WORK TO BE COMPLETED =
Search the records below for the word "Vijzelweg", then return every line where it appears.

RECORD EXTRACTS =
· · · · ·

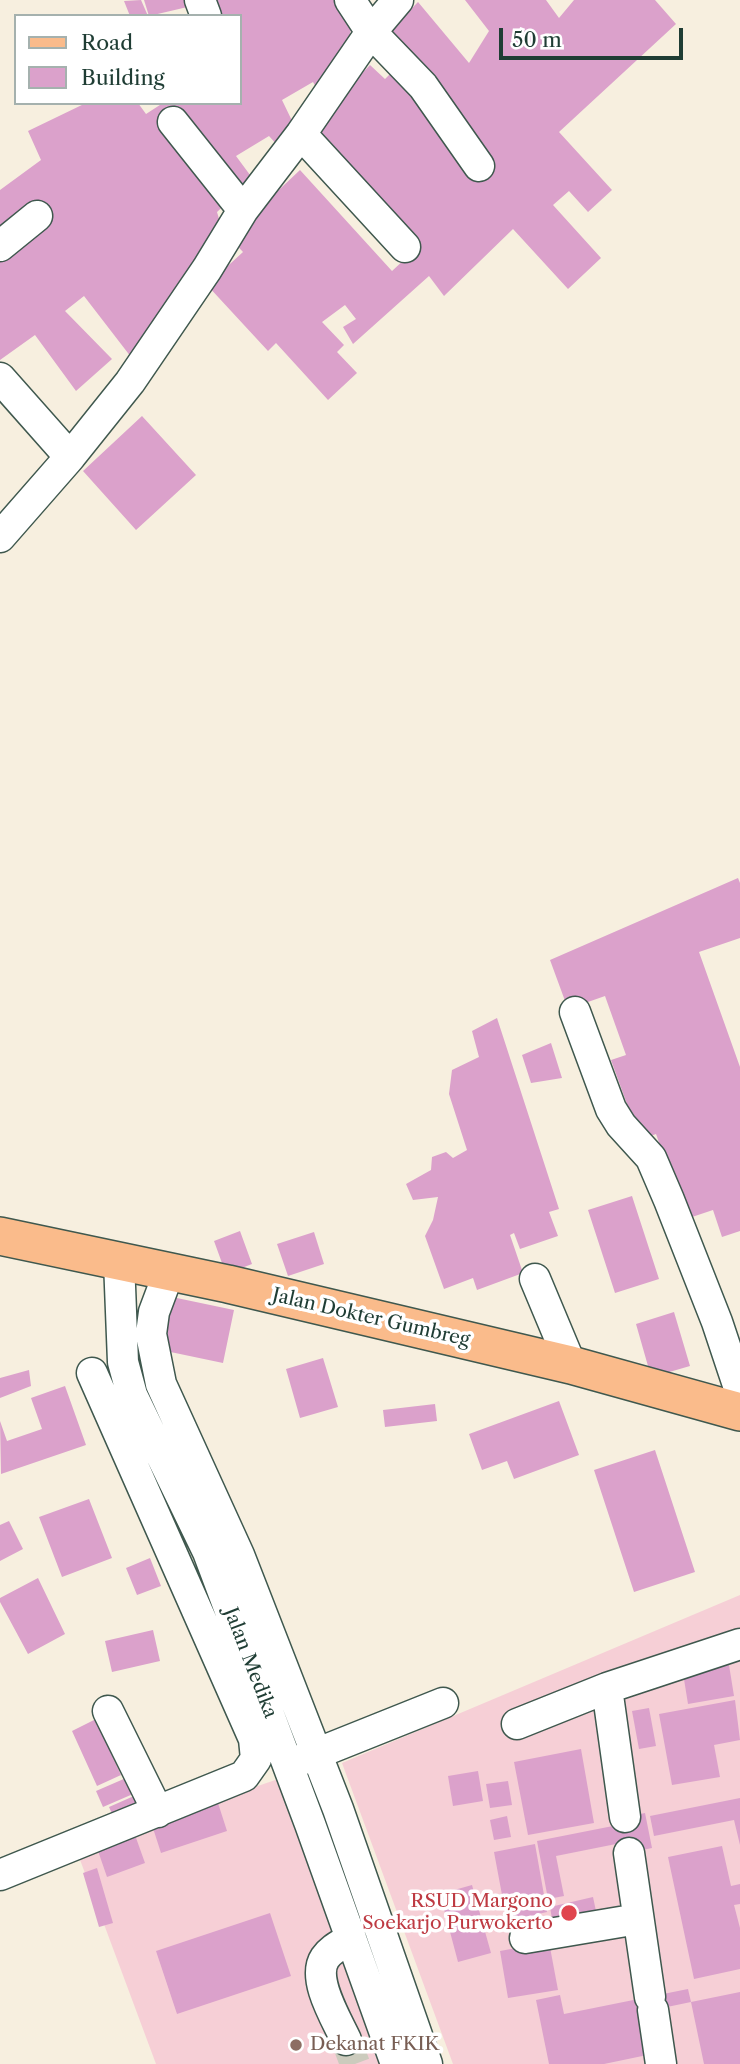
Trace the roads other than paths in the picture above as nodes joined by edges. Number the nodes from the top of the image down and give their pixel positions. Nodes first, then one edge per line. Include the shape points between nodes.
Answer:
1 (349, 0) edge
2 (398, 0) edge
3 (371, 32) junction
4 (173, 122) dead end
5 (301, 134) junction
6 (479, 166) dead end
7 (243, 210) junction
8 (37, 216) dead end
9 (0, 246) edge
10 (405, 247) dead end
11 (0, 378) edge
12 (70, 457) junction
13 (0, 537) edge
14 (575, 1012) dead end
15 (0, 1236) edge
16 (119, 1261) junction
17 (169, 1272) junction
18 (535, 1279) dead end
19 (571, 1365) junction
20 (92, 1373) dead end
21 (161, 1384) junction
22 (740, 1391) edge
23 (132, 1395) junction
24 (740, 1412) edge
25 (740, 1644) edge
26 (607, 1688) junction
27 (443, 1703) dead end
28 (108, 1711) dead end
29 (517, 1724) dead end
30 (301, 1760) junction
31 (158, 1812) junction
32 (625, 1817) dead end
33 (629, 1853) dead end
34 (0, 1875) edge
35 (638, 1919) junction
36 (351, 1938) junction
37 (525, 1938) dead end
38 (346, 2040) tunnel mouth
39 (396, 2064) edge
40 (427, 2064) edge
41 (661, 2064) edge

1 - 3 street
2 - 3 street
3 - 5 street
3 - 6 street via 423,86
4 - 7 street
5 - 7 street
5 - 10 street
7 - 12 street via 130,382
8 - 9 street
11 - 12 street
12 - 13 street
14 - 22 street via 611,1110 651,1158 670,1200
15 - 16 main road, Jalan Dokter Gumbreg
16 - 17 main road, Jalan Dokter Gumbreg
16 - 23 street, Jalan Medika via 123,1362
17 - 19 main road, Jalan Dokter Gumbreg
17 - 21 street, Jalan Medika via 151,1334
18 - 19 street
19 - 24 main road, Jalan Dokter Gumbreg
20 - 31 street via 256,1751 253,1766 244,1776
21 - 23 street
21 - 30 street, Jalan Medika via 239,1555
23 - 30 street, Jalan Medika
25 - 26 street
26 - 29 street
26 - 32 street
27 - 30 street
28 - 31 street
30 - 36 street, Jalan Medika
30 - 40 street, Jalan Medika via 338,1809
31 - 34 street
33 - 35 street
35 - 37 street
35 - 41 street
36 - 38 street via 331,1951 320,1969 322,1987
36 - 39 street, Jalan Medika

· · · · ·

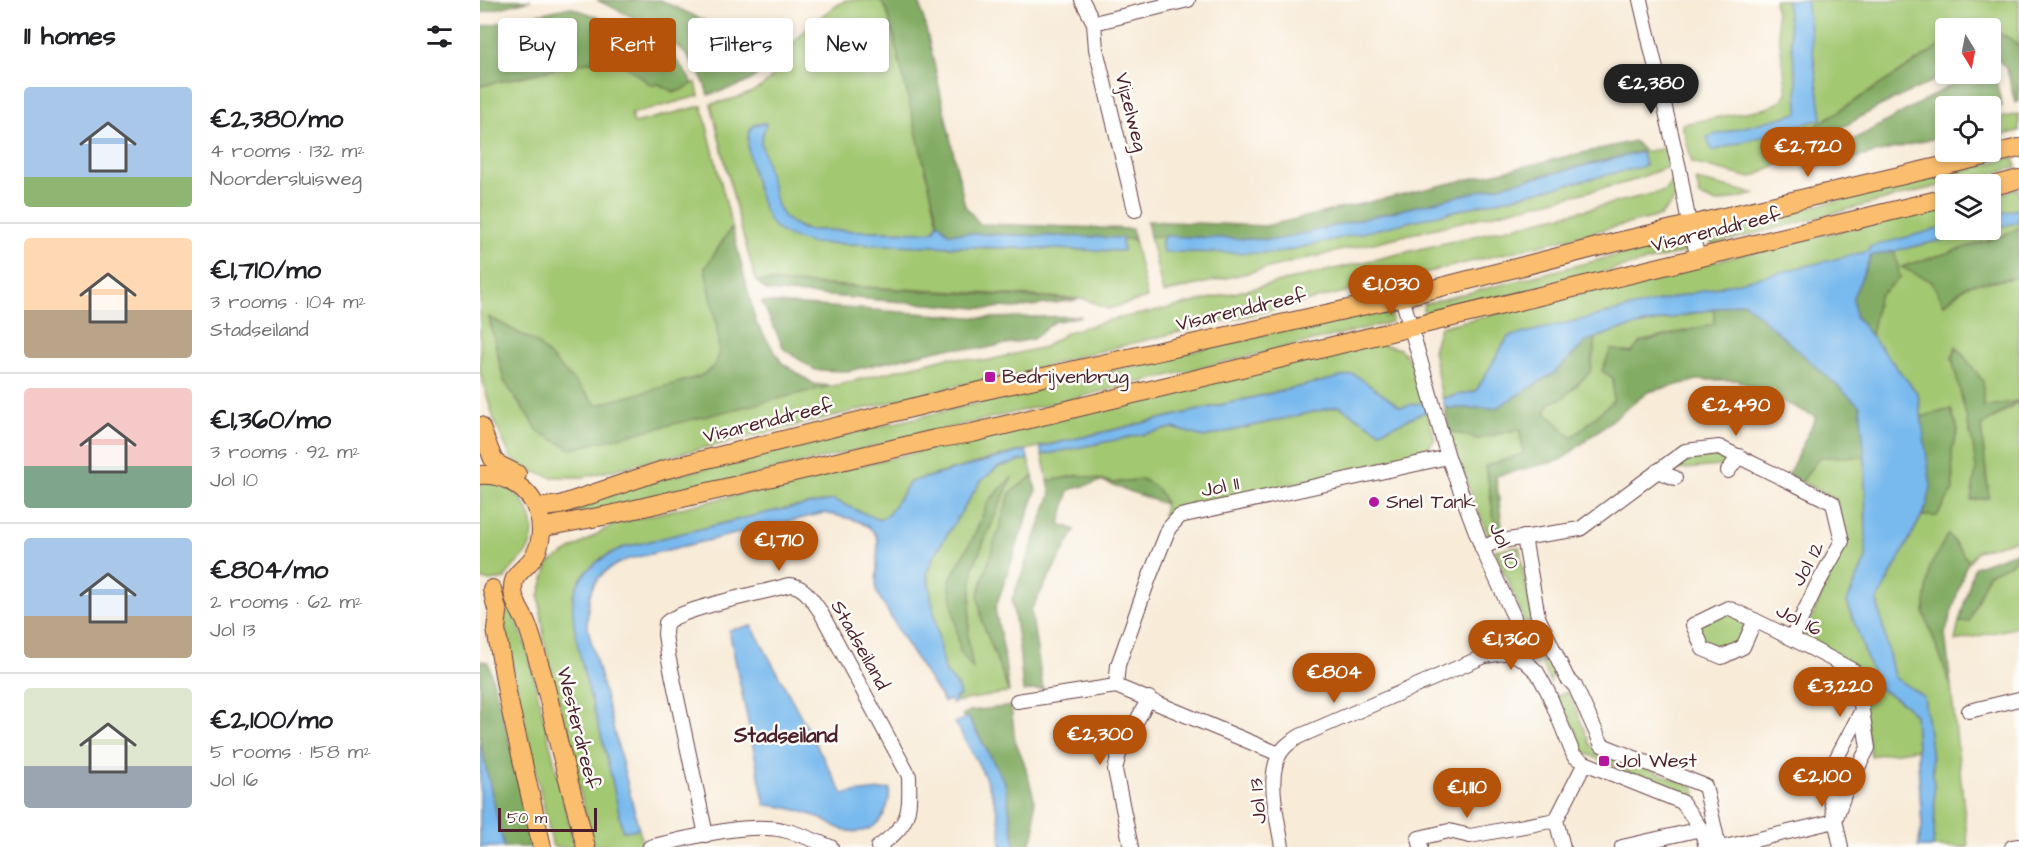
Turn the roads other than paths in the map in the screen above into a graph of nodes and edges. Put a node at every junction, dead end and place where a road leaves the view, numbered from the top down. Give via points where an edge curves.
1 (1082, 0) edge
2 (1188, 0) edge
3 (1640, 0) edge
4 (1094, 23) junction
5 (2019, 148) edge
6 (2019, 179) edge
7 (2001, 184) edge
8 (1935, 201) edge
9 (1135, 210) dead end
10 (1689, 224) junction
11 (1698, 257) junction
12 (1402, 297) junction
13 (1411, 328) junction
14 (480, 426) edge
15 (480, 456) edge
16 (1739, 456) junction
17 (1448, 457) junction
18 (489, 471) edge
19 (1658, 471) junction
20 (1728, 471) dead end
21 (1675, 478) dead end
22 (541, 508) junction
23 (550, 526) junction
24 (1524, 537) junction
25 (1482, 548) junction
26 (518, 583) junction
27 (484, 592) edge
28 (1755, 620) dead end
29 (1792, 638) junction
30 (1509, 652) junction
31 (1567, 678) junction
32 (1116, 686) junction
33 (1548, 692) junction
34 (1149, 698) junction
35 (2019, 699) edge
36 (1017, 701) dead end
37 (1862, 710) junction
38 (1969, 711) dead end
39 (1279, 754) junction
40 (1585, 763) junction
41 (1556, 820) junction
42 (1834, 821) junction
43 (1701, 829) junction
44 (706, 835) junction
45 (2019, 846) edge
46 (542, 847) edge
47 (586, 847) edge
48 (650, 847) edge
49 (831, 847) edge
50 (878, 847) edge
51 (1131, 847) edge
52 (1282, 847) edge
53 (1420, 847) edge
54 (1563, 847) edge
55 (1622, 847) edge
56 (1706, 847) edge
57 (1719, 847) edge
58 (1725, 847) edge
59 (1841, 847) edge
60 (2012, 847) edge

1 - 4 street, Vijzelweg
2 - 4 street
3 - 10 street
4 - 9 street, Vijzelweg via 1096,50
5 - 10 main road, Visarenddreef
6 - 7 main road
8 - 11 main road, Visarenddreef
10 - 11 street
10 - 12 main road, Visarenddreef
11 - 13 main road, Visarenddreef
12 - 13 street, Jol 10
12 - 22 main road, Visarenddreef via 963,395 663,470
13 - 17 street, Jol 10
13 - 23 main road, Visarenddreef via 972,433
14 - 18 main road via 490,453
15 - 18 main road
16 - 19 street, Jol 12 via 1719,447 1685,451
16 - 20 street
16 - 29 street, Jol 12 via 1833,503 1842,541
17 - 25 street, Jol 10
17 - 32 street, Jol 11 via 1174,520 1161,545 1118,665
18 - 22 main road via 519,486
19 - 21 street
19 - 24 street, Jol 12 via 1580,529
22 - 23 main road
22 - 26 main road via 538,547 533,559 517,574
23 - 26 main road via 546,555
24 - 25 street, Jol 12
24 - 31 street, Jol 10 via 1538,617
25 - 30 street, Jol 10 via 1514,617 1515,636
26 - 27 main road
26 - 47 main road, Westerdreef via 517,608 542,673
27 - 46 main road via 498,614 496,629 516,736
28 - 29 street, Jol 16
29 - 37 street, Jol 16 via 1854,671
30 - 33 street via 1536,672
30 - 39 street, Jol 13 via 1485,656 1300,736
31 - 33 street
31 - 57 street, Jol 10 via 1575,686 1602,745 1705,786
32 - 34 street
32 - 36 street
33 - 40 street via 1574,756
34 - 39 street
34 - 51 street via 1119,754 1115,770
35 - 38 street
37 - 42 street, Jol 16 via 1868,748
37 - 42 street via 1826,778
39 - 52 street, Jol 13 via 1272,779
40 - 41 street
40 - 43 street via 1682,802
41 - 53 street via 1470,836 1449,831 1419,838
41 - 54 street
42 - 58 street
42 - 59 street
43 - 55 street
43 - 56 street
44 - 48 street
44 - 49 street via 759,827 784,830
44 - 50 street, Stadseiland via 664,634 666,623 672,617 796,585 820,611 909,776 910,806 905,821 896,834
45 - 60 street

· · · · ·

SOLVED PROBLEM =
1 - 4 street, Vijzelweg
4 - 9 street, Vijzelweg via 1096,50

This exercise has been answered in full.